Este es mi dolor (parte 8)

Esa noche, el Big Root fue cerrando sus puertas con lentitud, como si el cansancio del día impregnara incluso las bisagras y los cerrojos. El aroma persistente del aceite, de la carne dorada y de las especias seguía flotando en el aire, como una niebla densa que ya no pertenecía al mundo exterior.

Tomás limpió por última vez el mesón de acero, se quitó el delantal y lo colgó en el gancho de siempre. Don Giorgio se había marchado antes de lo habitual, con una mano apretándose la espalda baja y una mueca de fatiga resignada. Alelí, la prima de Laura, se despidió con un beso en la mejilla rápida y liviana como una mariposa, y salió al paso de su hermano que la esperaba con el motor encendido.
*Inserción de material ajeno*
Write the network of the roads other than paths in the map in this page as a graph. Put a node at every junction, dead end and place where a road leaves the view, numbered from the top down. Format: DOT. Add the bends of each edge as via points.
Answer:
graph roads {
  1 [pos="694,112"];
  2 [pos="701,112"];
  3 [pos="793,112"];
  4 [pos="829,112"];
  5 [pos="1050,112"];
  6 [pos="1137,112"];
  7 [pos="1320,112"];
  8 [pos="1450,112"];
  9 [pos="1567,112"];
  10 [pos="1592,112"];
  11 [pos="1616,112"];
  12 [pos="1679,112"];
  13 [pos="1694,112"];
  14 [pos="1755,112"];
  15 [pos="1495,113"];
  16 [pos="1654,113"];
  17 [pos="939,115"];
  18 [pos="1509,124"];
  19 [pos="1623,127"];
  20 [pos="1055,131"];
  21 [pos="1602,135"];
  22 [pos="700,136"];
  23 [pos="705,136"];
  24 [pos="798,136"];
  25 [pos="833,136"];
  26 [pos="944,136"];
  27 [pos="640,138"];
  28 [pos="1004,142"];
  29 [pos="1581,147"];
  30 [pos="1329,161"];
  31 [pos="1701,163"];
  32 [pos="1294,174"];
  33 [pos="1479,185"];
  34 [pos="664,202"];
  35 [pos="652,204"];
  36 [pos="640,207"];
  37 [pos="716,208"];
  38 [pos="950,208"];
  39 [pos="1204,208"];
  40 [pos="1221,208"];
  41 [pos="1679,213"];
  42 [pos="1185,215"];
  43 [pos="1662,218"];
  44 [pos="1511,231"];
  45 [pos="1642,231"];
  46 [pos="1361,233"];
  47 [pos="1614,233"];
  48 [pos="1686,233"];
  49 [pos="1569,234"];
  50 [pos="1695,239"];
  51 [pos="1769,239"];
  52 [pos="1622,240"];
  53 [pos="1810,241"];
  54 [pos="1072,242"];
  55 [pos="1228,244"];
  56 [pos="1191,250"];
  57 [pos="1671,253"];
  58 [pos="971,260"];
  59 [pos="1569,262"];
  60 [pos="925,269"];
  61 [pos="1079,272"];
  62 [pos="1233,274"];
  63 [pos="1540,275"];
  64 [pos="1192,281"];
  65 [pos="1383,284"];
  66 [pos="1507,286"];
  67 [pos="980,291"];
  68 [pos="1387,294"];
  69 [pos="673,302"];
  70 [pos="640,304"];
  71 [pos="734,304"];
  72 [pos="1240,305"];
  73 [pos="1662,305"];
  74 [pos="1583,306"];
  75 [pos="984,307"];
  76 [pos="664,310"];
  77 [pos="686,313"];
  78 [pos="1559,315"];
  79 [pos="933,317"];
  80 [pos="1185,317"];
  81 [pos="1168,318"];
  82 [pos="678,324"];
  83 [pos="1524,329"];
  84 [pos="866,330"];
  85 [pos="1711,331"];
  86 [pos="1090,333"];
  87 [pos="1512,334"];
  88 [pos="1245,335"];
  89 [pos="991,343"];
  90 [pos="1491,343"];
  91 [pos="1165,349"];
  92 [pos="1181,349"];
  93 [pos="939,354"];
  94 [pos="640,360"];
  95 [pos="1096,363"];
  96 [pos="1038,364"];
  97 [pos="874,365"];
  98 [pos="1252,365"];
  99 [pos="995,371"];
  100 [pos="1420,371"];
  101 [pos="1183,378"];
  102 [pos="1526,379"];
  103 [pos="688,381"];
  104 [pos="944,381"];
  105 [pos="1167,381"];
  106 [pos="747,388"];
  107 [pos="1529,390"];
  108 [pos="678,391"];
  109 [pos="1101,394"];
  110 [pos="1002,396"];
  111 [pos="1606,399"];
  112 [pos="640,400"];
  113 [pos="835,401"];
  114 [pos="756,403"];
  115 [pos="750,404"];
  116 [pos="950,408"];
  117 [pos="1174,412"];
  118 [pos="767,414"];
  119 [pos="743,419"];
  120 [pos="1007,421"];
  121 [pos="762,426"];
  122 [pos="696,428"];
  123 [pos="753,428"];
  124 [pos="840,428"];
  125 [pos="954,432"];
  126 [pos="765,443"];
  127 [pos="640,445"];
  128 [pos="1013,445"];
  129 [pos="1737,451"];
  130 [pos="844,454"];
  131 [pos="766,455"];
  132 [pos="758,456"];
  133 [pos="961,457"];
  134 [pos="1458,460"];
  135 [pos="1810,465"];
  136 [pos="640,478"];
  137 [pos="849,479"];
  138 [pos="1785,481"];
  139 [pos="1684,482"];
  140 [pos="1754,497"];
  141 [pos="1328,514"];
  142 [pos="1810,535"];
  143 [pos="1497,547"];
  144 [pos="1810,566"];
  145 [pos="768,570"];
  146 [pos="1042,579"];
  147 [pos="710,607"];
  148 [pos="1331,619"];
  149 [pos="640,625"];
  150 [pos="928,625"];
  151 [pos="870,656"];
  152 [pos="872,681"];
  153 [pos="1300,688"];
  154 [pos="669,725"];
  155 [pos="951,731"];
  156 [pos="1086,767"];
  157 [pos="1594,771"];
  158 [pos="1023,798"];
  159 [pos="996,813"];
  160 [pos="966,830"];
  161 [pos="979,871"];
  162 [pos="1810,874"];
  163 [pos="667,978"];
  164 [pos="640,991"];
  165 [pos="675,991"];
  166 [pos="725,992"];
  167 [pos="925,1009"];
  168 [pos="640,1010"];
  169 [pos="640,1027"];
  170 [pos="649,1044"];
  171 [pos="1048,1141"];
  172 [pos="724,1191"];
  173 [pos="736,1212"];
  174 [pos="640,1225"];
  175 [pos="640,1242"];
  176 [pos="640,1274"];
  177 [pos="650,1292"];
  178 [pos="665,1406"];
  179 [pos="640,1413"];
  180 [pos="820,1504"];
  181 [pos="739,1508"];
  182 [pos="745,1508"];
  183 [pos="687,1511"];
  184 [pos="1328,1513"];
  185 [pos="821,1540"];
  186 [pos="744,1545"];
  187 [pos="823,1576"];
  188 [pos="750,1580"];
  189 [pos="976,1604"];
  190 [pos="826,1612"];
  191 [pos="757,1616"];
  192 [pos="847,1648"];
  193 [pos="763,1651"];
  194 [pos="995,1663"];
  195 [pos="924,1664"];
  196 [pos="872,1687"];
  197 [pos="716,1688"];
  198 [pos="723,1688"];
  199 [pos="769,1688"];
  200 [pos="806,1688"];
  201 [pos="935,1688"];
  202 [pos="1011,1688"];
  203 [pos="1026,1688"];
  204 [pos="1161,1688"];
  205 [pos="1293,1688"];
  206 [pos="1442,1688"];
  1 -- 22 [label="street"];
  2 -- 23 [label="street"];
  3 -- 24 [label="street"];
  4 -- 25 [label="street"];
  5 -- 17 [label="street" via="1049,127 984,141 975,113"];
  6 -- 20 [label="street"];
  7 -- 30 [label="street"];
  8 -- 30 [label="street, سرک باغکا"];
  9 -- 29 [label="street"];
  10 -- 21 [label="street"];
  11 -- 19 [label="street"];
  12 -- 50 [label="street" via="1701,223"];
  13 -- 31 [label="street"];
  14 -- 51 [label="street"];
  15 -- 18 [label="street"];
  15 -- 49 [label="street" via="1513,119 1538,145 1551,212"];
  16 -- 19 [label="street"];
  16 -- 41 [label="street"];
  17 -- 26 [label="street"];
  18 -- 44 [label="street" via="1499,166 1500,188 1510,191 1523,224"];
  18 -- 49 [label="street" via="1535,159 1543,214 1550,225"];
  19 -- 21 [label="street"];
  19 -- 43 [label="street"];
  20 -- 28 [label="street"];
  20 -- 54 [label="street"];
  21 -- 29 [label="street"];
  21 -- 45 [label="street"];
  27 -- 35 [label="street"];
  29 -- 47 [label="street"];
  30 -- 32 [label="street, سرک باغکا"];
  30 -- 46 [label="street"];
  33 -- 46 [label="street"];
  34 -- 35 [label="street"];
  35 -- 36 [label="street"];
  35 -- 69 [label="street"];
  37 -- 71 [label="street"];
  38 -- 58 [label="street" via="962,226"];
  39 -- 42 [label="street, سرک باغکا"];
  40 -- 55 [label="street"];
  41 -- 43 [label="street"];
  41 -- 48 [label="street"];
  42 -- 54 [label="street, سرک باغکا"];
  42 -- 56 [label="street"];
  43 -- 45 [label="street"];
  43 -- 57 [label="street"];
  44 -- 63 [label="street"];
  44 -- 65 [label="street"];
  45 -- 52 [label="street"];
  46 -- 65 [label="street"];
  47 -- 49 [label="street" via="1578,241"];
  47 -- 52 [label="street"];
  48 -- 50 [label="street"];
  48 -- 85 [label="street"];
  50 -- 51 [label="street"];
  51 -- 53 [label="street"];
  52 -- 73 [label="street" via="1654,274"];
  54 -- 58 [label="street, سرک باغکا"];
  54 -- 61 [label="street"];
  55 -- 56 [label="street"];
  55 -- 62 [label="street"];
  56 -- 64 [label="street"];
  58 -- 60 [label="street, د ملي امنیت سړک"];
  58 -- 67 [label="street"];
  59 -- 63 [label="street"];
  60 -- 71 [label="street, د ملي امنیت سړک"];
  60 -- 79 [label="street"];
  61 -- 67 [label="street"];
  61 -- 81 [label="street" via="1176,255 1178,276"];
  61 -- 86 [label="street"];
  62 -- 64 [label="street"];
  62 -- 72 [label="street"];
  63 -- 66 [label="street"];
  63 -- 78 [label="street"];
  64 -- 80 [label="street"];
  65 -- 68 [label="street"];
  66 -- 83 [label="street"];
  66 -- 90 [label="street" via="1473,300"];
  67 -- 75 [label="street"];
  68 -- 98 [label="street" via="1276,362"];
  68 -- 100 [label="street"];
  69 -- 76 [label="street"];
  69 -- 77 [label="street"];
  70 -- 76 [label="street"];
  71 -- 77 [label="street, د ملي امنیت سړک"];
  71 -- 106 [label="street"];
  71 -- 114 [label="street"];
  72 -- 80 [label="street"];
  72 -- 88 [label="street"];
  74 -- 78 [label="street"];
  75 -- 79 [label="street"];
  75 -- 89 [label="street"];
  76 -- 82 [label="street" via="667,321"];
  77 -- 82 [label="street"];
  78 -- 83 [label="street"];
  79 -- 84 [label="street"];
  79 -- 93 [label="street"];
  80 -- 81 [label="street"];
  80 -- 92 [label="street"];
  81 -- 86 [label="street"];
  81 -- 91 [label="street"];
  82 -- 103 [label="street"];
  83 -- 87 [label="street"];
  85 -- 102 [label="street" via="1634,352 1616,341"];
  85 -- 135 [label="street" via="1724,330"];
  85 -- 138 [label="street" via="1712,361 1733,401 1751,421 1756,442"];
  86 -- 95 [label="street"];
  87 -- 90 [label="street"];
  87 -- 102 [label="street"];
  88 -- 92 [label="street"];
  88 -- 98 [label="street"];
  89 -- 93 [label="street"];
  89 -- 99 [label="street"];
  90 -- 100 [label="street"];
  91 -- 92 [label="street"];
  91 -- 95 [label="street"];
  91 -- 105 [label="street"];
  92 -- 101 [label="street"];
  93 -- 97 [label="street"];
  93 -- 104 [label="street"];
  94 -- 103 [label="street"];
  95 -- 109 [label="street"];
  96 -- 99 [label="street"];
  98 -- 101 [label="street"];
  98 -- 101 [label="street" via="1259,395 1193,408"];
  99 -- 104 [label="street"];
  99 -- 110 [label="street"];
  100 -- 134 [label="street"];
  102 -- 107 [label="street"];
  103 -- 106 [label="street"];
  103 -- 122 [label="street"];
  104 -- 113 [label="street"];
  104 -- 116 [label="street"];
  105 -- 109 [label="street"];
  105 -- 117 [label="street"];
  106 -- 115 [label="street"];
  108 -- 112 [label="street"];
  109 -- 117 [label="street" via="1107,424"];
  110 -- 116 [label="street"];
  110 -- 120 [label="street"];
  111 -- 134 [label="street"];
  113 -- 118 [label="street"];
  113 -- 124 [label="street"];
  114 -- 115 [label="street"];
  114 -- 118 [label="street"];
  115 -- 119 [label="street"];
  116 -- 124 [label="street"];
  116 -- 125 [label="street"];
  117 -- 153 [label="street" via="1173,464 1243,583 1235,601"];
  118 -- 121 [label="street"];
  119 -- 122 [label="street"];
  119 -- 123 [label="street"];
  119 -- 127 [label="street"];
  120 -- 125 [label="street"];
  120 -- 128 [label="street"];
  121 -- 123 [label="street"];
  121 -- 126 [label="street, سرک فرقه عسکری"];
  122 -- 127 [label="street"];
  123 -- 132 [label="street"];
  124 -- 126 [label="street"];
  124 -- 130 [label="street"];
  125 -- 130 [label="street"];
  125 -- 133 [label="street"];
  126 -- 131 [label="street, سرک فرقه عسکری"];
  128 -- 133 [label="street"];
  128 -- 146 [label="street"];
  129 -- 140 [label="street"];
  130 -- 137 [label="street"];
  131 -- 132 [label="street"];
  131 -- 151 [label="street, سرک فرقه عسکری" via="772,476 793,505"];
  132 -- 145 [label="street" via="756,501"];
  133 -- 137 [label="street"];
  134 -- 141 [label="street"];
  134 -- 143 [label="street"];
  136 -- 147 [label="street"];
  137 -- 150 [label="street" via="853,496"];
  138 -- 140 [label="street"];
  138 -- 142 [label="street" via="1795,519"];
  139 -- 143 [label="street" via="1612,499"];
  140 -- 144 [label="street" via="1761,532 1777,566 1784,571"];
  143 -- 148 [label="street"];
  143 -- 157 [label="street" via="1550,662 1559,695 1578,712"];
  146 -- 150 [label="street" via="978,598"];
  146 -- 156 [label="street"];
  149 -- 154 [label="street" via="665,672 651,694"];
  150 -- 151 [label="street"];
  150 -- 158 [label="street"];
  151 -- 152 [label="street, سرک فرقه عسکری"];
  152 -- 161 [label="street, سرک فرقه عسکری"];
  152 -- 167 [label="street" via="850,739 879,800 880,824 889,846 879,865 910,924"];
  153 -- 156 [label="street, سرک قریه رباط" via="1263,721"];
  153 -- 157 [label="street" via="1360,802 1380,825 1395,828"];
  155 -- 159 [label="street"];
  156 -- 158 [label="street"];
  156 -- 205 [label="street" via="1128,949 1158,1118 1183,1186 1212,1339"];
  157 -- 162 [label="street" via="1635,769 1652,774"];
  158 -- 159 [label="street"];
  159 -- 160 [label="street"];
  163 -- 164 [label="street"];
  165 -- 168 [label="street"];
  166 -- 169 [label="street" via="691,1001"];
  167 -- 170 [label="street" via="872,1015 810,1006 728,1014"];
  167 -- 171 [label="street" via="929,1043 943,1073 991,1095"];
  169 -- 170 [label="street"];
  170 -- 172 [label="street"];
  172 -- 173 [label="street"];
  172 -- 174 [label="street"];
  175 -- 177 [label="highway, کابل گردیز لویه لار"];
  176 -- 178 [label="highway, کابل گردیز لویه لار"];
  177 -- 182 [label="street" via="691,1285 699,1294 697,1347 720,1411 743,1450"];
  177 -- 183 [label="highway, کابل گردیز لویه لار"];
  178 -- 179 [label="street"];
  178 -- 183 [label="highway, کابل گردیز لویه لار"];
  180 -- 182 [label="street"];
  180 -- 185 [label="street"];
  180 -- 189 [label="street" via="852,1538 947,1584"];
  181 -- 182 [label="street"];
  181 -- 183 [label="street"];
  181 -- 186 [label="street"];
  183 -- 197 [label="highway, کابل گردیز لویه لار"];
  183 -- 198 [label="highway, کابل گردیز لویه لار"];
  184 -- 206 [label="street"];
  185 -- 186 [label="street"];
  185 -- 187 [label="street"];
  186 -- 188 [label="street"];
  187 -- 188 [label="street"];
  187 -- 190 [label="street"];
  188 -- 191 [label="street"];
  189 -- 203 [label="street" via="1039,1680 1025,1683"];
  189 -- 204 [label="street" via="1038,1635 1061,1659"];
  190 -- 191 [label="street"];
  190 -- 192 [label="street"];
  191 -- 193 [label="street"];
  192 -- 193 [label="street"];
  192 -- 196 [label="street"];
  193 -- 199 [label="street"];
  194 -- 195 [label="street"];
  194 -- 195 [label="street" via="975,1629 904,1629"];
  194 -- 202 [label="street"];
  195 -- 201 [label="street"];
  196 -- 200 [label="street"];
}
Tomás se quedó solo en la cocina, aún con las luces altas y los ecos de los últimos pasos retumbando por el pasillo. Se dirigía ya al vestidor cuando notó la luz encendida en la oficina de Laura. La puerta estaba entreabierta, y al acercarse, la escuchó suspirar.

—¿Puedo pasar?

Laura levantó la vista. Tenía los anteojos caídos casi al borde de la nariz y la expresión cansada. El cabello suelto, algo desordenado por el trajín, le enmarcaba el rostro de forma más suave.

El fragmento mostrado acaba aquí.